== Task to complete ==
Where in the data does the word "lane" appear? Find those lines and copy them.
•••••
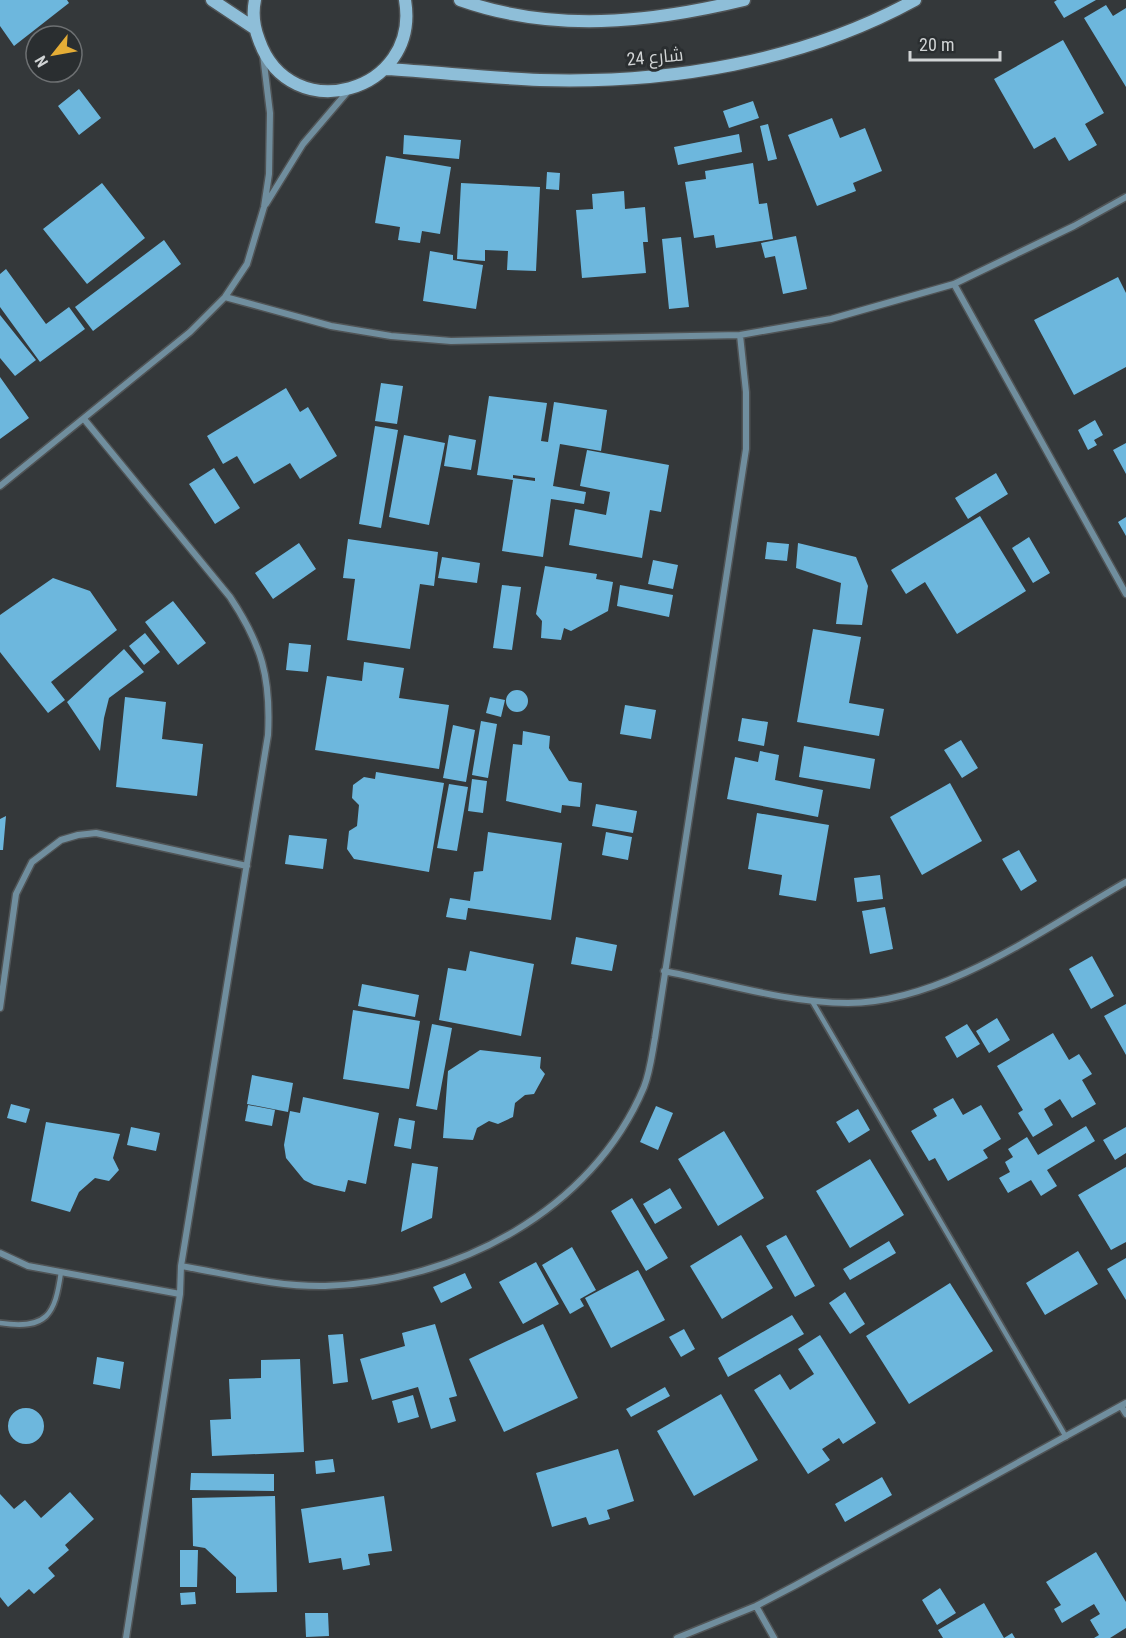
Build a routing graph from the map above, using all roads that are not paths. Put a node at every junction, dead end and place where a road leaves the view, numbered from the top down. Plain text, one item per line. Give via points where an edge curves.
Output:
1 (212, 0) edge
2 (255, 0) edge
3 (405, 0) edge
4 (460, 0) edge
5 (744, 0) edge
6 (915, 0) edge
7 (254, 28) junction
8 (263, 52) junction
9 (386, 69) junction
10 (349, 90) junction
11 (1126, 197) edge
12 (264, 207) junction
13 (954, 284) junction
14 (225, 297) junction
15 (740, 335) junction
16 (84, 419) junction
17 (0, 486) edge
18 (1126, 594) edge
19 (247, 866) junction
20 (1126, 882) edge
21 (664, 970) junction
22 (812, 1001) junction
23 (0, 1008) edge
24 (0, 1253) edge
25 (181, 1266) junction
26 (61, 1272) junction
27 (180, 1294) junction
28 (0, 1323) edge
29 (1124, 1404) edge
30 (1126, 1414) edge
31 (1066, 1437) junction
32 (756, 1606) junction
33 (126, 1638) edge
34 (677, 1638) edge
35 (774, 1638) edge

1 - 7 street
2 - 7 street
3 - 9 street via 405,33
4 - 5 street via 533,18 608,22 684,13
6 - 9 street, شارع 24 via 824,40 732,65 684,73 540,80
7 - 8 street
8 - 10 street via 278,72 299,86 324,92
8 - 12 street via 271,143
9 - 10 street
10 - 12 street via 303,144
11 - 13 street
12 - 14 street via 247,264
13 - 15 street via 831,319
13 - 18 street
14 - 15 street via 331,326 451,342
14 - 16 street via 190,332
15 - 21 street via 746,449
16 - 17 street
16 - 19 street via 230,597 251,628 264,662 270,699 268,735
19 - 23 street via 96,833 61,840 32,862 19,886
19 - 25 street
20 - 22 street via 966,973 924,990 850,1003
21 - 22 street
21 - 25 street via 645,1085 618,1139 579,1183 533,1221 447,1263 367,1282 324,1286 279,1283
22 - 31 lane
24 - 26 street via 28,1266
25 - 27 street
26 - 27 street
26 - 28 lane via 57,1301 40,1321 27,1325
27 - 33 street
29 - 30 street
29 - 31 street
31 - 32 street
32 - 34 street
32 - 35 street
•••••
== Written answer ==
22 - 31 lane
26 - 28 lane via 57,1301 40,1321 27,1325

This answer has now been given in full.